# Work item
Only lines with the word "Heerstraße" are needed; collect each of them from the listing below.

------ Records supplied

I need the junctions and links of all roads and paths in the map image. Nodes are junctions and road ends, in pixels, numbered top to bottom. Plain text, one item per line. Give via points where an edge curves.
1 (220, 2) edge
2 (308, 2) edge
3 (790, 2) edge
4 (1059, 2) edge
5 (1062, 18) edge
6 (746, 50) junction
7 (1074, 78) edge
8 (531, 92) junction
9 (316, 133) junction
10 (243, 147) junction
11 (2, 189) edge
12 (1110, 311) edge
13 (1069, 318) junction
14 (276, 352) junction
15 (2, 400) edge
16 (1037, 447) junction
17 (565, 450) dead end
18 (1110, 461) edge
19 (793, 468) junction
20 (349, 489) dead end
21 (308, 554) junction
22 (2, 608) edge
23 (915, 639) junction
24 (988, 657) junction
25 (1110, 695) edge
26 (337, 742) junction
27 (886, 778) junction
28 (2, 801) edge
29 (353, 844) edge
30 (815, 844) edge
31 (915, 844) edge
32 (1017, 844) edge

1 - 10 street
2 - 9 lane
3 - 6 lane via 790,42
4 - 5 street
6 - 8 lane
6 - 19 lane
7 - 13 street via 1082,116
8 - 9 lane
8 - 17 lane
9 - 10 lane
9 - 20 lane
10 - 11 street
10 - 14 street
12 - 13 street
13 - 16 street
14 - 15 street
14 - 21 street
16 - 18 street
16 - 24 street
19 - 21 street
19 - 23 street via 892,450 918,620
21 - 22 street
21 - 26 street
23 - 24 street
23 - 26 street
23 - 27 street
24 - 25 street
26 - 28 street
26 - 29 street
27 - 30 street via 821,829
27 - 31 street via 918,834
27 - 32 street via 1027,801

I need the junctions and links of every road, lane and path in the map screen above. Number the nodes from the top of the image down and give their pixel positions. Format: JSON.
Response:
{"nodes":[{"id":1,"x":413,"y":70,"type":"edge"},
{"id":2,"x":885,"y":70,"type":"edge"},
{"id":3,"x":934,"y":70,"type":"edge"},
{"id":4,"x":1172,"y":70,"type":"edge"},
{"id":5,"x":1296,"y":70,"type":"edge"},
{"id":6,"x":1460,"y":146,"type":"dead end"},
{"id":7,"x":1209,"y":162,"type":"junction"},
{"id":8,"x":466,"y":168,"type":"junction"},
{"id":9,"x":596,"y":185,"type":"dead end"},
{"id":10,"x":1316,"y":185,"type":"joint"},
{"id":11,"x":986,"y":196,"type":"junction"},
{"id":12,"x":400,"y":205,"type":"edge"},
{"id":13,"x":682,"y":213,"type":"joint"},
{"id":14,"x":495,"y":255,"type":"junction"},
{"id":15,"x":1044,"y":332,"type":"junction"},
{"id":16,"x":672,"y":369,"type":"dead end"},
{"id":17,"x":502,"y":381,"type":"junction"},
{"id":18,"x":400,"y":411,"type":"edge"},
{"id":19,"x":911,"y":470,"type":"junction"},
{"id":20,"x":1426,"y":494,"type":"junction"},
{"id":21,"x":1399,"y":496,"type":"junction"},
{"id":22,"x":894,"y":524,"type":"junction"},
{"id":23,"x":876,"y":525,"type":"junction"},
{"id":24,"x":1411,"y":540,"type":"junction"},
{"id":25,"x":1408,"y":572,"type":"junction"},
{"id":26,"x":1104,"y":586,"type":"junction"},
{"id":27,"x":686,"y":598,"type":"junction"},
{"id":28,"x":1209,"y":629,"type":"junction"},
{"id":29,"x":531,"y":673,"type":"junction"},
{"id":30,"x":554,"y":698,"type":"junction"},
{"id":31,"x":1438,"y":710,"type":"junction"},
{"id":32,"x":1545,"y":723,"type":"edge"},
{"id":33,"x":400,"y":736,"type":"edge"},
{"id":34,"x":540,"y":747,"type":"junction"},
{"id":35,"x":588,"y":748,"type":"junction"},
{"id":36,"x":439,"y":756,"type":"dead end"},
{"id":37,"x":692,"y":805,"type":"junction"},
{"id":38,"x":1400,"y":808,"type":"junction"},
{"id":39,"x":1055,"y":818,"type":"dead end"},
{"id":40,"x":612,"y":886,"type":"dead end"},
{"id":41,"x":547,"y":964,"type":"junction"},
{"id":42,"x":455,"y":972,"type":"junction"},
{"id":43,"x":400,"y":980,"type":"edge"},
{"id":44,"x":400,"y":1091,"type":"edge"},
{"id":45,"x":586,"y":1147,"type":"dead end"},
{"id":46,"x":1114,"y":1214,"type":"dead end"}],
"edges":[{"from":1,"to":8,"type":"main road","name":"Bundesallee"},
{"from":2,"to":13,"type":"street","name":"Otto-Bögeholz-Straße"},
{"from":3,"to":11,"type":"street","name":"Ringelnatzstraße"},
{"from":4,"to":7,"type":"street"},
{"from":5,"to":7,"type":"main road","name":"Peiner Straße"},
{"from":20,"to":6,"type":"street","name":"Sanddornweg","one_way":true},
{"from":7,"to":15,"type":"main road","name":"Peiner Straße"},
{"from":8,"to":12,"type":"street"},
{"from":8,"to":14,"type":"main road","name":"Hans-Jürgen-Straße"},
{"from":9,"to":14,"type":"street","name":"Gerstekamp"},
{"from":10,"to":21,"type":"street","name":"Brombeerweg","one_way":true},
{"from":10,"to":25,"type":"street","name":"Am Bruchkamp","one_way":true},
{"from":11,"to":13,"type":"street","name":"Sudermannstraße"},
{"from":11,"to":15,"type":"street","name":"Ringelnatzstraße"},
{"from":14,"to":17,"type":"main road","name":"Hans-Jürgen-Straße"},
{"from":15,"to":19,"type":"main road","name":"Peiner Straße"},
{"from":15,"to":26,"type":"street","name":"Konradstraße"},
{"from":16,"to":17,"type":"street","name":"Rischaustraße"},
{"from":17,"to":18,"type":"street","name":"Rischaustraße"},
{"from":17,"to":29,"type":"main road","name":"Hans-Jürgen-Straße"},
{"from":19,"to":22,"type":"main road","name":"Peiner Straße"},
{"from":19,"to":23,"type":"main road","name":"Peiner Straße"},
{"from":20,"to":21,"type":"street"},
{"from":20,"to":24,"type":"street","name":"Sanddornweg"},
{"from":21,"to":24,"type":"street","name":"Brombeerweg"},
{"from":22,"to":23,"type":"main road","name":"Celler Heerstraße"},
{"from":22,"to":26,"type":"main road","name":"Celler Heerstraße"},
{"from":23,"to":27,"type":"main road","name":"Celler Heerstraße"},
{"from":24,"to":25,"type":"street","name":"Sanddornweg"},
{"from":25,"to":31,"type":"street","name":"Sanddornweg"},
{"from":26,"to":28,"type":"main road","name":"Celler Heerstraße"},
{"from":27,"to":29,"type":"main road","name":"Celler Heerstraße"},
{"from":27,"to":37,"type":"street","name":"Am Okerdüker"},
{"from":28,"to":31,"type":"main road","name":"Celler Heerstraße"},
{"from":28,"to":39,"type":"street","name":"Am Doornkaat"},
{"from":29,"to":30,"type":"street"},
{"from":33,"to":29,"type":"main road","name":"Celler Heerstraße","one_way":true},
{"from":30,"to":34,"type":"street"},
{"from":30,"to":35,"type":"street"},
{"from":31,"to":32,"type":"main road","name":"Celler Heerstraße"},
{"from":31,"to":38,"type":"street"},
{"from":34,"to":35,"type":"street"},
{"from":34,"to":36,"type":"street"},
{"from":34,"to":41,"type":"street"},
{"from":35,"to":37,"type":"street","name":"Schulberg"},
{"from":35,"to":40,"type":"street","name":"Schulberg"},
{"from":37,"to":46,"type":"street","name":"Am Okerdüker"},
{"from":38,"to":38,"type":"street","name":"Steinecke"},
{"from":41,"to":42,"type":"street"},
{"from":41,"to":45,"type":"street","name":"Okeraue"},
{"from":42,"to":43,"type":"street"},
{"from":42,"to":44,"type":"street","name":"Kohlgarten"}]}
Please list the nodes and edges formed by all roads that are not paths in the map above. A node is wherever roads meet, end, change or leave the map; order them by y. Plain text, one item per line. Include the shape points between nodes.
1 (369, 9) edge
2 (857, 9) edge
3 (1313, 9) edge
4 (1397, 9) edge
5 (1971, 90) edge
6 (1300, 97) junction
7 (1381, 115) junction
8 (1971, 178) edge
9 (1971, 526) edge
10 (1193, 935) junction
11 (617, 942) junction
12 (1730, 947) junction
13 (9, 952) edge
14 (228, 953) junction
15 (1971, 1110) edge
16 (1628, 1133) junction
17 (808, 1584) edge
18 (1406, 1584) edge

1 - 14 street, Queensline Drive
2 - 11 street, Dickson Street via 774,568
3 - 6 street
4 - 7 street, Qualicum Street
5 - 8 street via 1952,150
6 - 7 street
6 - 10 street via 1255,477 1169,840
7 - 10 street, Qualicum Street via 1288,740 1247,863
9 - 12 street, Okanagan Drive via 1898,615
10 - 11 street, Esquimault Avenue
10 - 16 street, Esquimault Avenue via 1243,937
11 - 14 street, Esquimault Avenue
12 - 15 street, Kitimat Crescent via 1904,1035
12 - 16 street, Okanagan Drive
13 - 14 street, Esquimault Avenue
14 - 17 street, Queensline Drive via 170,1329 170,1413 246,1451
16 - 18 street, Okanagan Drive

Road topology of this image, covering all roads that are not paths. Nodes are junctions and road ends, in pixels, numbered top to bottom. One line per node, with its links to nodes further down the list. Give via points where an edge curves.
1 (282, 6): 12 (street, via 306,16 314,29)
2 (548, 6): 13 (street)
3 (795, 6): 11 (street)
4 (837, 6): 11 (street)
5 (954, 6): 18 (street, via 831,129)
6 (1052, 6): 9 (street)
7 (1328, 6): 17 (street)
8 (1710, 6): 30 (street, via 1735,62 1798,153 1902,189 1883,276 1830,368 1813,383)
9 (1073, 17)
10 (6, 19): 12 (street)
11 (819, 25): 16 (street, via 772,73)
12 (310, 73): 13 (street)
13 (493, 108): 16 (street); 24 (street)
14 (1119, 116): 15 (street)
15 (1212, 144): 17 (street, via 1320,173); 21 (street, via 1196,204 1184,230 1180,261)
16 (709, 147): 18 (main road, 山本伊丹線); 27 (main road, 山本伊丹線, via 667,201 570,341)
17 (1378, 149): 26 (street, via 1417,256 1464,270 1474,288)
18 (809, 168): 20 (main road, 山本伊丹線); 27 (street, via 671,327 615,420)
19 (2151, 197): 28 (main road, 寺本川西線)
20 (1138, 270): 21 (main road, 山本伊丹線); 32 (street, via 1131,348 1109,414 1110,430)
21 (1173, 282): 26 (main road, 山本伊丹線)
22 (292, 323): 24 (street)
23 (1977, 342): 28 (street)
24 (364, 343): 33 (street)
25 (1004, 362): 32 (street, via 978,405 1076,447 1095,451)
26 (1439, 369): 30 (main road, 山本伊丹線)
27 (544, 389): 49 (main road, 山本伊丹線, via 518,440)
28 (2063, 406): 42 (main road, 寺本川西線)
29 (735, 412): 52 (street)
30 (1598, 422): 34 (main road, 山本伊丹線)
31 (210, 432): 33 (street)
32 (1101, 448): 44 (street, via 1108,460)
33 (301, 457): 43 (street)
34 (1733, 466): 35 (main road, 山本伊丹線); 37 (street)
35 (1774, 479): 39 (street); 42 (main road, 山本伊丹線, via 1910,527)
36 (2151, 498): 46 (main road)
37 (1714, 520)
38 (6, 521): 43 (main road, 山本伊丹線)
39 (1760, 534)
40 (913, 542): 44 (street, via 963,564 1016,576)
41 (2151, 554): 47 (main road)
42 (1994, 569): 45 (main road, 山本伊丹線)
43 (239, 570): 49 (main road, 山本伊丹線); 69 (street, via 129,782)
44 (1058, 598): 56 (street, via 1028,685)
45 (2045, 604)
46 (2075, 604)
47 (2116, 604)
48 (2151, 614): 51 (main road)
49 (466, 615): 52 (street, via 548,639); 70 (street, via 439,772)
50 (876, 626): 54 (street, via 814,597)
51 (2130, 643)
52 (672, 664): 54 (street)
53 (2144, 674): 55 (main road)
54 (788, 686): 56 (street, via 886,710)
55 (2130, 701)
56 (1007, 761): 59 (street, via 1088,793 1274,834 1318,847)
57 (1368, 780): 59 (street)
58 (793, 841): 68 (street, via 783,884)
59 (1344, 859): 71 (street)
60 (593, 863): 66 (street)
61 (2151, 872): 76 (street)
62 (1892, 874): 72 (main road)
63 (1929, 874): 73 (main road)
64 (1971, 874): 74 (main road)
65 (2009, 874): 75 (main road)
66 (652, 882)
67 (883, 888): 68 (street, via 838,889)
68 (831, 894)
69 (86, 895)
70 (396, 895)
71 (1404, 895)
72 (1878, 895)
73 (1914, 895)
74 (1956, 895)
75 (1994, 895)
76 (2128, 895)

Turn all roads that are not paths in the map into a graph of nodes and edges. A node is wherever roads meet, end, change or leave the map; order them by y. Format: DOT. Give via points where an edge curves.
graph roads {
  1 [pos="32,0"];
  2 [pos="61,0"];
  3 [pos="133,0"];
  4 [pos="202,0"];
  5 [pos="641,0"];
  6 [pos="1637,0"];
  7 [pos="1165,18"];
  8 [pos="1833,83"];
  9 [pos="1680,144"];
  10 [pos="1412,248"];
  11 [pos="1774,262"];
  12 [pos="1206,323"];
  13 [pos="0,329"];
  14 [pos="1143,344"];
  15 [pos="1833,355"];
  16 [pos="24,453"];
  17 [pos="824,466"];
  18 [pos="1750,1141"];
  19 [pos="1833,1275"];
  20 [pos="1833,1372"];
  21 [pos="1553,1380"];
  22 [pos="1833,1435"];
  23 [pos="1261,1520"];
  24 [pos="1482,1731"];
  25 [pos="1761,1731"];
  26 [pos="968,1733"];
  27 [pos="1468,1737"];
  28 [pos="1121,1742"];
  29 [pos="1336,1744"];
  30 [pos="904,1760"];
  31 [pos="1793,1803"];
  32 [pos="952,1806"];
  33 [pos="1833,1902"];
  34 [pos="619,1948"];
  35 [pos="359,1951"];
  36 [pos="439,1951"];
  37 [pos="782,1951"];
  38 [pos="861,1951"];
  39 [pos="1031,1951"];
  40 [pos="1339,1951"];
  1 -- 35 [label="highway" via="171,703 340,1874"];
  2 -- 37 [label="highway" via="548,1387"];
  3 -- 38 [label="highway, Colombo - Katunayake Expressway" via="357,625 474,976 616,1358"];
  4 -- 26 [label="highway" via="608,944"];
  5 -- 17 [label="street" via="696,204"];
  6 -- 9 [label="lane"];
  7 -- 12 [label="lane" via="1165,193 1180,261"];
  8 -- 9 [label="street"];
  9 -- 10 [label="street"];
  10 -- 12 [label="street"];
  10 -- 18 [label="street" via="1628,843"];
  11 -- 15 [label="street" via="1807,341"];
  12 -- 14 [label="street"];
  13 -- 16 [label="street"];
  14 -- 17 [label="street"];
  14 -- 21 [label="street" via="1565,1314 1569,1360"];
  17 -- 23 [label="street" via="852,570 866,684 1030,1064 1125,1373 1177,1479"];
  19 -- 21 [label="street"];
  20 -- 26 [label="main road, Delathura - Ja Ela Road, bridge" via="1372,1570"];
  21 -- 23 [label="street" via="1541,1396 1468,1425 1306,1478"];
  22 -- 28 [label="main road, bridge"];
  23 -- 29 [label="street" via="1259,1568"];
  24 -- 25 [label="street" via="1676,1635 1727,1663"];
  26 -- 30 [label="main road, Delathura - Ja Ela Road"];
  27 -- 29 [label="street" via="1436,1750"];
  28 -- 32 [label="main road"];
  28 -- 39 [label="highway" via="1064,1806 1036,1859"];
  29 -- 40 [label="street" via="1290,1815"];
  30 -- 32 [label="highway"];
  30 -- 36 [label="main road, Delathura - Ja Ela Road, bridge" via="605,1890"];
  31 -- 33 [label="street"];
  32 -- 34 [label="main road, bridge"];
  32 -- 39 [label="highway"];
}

------------

# Written response
{"from":22,"to":23,"type":"main road","name":"Celler Heerstraße"},
{"from":22,"to":26,"type":"main road","name":"Celler Heerstraße"},
{"from":23,"to":27,"type":"main road","name":"Celler Heerstraße"},
{"from":26,"to":28,"type":"main road","name":"Celler Heerstraße"},
{"from":27,"to":29,"type":"main road","name":"Celler Heerstraße"},
{"from":28,"to":31,"type":"main road","name":"Celler Heerstraße"},
{"from":33,"to":29,"type":"main road","name":"Celler Heerstraße","one_way":true},
{"from":31,"to":32,"type":"main road","name":"Celler Heerstraße"},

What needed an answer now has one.